庭に残って待ったファーキルが、思い切って声を掛ける。
「呪医、おかえりなさい」
「……ただいま」
湖の民の呪医は面食らって固まったが、すぐ表情を緩めた。
「どうされました?」
ファーキルは、他のみんなが別荘へ戻って二人きりなのを確めて言った。
「今日も訓練だから、ゲリラの人たちは多分、怪我しないと思います。アウェッラーナさんのお薬もありますし……だから」
「私に【跳躍】で街まで連れて行って欲しいんですか? 生憎、私は」
「いえ、あの、徒歩で、ついて来て欲しいんです。カルダフストヴォー市の場所を呪医にも覚えて欲しいんです」
ファーキルは、呪医の早合点を慌てて訂正した。
呪医の緑の瞳が、ファーキルをじっと見詰める。
四百年以上の時を過ごした魔法使いの眼には、中学生のファーキルがどう映るのか。陸の民の少年は、湖の民の呪医の視線を受け止め、見詰め返した。
「いいでしょう。私も、現在の島をもっとよく知った方がよさそうです」
「現在……呪医は、旧王国時代に来たコトあるんですか?」
「えぇ。当時は、カルダフストヴォーと言う名の街はありませんでした。私が知る頃の面影は、きっと全く残っていないでしょう」
呪医セプテントリオーは視線を門外へ向けた。森の幻に遮られ、その先は見えない。本物の森に日が射し、小鳥や虫が目を覚ます。
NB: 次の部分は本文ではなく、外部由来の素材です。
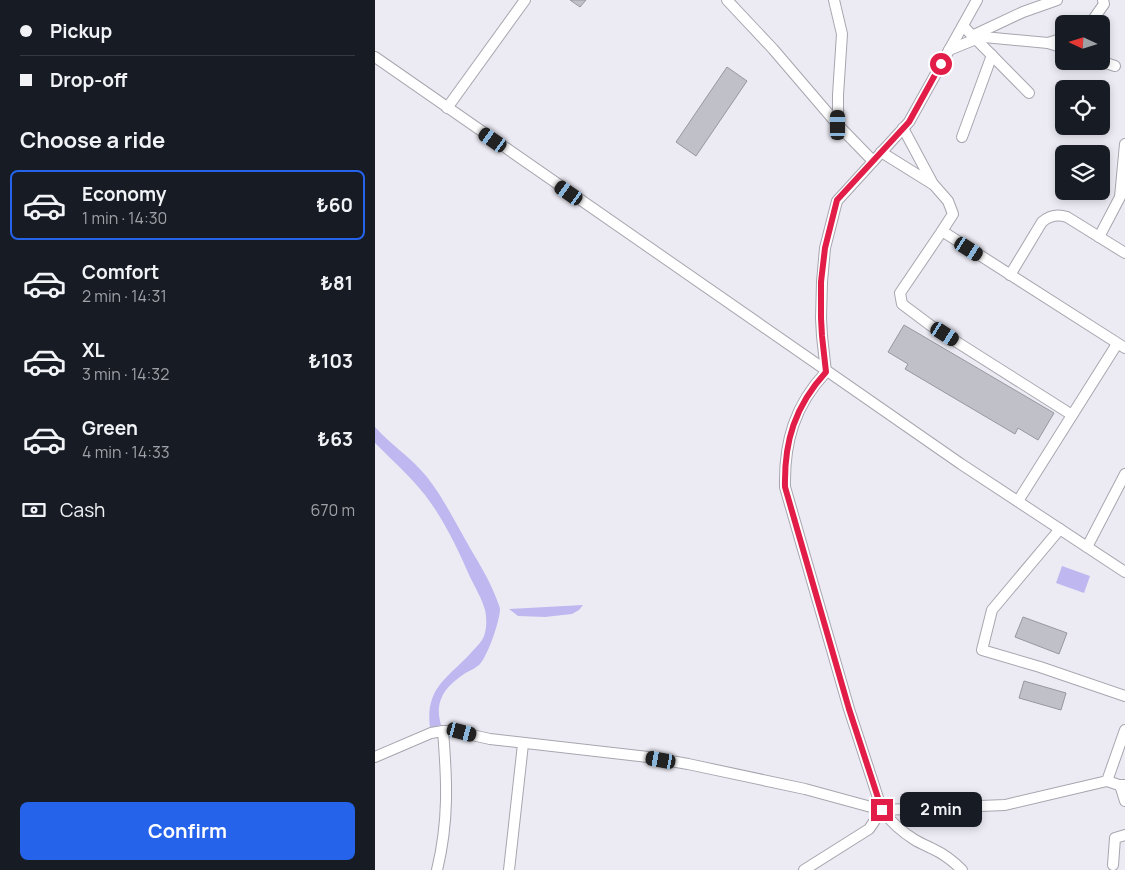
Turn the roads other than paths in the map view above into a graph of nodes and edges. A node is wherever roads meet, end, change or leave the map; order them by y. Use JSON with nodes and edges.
{"nodes":[{"id":1,"x":525,"y":0,"type":"edge"},
{"id":2,"x":727,"y":0,"type":"edge"},
{"id":3,"x":834,"y":0,"type":"edge"},
{"id":4,"x":977,"y":0,"type":"edge"},
{"id":5,"x":1057,"y":0,"type":"edge"},
{"id":6,"x":1103,"y":0,"type":"edge"},
{"id":7,"x":1096,"y":15,"type":"edge"},
{"id":8,"x":963,"y":26,"type":"junction"},
{"id":9,"x":974,"y":37,"type":"junction"},
{"id":10,"x":1055,"y":41,"type":"edge"},
{"id":11,"x":1048,"y":43,"type":"junction"},
{"id":12,"x":1055,"y":45,"type":"edge"},
{"id":13,"x":949,"y":50,"type":"junction"},
{"id":14,"x":992,"y":55,"type":"junction"},
{"id":15,"x":375,"y":57,"type":"edge"},
{"id":16,"x":1110,"y":64,"type":"edge"},
{"id":17,"x":1115,"y":66,"type":"dead end"},
{"id":18,"x":1029,"y":93,"type":"dead end"},
{"id":19,"x":447,"y":108,"type":"junction"},
{"id":20,"x":838,"y":125,"type":"junction"},
{"id":21,"x":903,"y":128,"type":"junction"},
{"id":22,"x":962,"y":137,"type":"dead end"},
{"id":23,"x":1125,"y":144,"type":"edge"},
{"id":24,"x":881,"y":152,"type":"junction"},
{"id":25,"x":873,"y":161,"type":"junction"},
{"id":26,"x":934,"y":185,"type":"junction"},
{"id":27,"x":942,"y":231,"type":"junction"},
{"id":28,"x":1099,"y":237,"type":"junction"},
{"id":29,"x":1125,"y":253,"type":"edge"},
{"id":30,"x":1010,"y":275,"type":"junction"},
{"id":31,"x":1121,"y":346,"type":"edge"},
{"id":32,"x":826,"y":372,"type":"junction"},
{"id":33,"x":1072,"y":415,"type":"junction"},
{"id":34,"x":1125,"y":474,"type":"edge"},
{"id":35,"x":1017,"y":501,"type":"junction"},
{"id":36,"x":1060,"y":529,"type":"junction"},
{"id":37,"x":1087,"y":547,"type":"junction"},
{"id":38,"x":1125,"y":572,"type":"edge"},
{"id":39,"x":1125,"y":696,"type":"edge"},
{"id":40,"x":443,"y":730,"type":"junction"},
{"id":41,"x":1125,"y":730,"type":"edge"},
{"id":42,"x":523,"y":744,"type":"junction"},
{"id":43,"x":375,"y":757,"type":"edge"},
{"id":44,"x":1107,"y":781,"type":"junction"},
{"id":45,"x":1123,"y":785,"type":"edge"},
{"id":46,"x":1125,"y":801,"type":"edge"},
{"id":47,"x":882,"y":810,"type":"junction"},
{"id":48,"x":1125,"y":835,"type":"edge"},
{"id":49,"x":1113,"y":865,"type":"dead end"},
{"id":50,"x":437,"y":870,"type":"edge"},
{"id":51,"x":509,"y":870,"type":"edge"},
{"id":52,"x":804,"y":870,"type":"edge"},
{"id":53,"x":962,"y":870,"type":"edge"}],
"edges":[{"from":1,"to":19,"type":"street"},
{"from":2,"to":20,"type":"street"},
{"from":3,"to":20,"type":"street"},
{"from":4,"to":8,"type":"street"},
{"from":5,"to":9,"type":"street"},
{"from":6,"to":7,"type":"street"},
{"from":8,"to":9,"type":"street"},
{"from":8,"to":13,"type":"street"},
{"from":9,"to":11,"type":"street"},
{"from":9,"to":13,"type":"street"},
{"from":9,"to":14,"type":"street"},
{"from":10,"to":11,"type":"street"},
{"from":11,"to":12,"type":"street"},
{"from":13,"to":21,"type":"street"},
{"from":14,"to":18,"type":"street"},
{"from":14,"to":22,"type":"street"},
{"from":15,"to":19,"type":"street"},
{"from":16,"to":17,"type":"street"},
{"from":19,"to":32,"type":"street"},
{"from":20,"to":25,"type":"street"},
{"from":21,"to":24,"type":"street"},
{"from":21,"to":26,"type":"street"},
{"from":23,"to":28,"type":"street"},
{"from":24,"to":25,"type":"street"},
{"from":24,"to":26,"type":"street"},
{"from":25,"to":32,"type":"street"},
{"from":26,"to":27,"type":"street"},
{"from":27,"to":30,"type":"street"},
{"from":27,"to":33,"type":"street"},
{"from":28,"to":29,"type":"street"},
{"from":28,"to":30,"type":"street"},
{"from":30,"to":31,"type":"street"},
{"from":31,"to":33,"type":"street"},
{"from":32,"to":35,"type":"street"},
{"from":32,"to":47,"type":"street"},
{"from":33,"to":35,"type":"street"},
{"from":34,"to":37,"type":"street"},
{"from":35,"to":36,"type":"street"},
{"from":36,"to":37,"type":"street"},
{"from":36,"to":39,"type":"street"},
{"from":37,"to":38,"type":"street"},
{"from":40,"to":42,"type":"street"},
{"from":40,"to":43,"type":"street"},
{"from":40,"to":50,"type":"street"},
{"from":41,"to":44,"type":"street"},
{"from":42,"to":47,"type":"street"},
{"from":42,"to":51,"type":"street"},
{"from":44,"to":45,"type":"street"},
{"from":44,"to":47,"type":"street"},
{"from":45,"to":46,"type":"street"},
{"from":47,"to":52,"type":"street"},
{"from":47,"to":53,"type":"street"},
{"from":48,"to":49,"type":"street"}]}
この世の生き物たちの賑やかな声に負けぬよう、ファーキルは声を張り上げた。
「じゃあ、ちょっと荷物取ってきます!」
「私も用意したいので、三十分程、待って下さい」
食堂で呪医を待つ間、ファーキルは荷物を点検した。
鞄の中身を出してみる。魔法薬を詰めた巾着袋。薬師アウェッラーナが昨日までに作った分だ。今回は粉薬ばかりなので、重量は大したことない。一回分ずつを呪符屋がくれた薬包紙に包んである。五種類をコピー用紙で作った封筒に分け、巾着袋にまとめてある。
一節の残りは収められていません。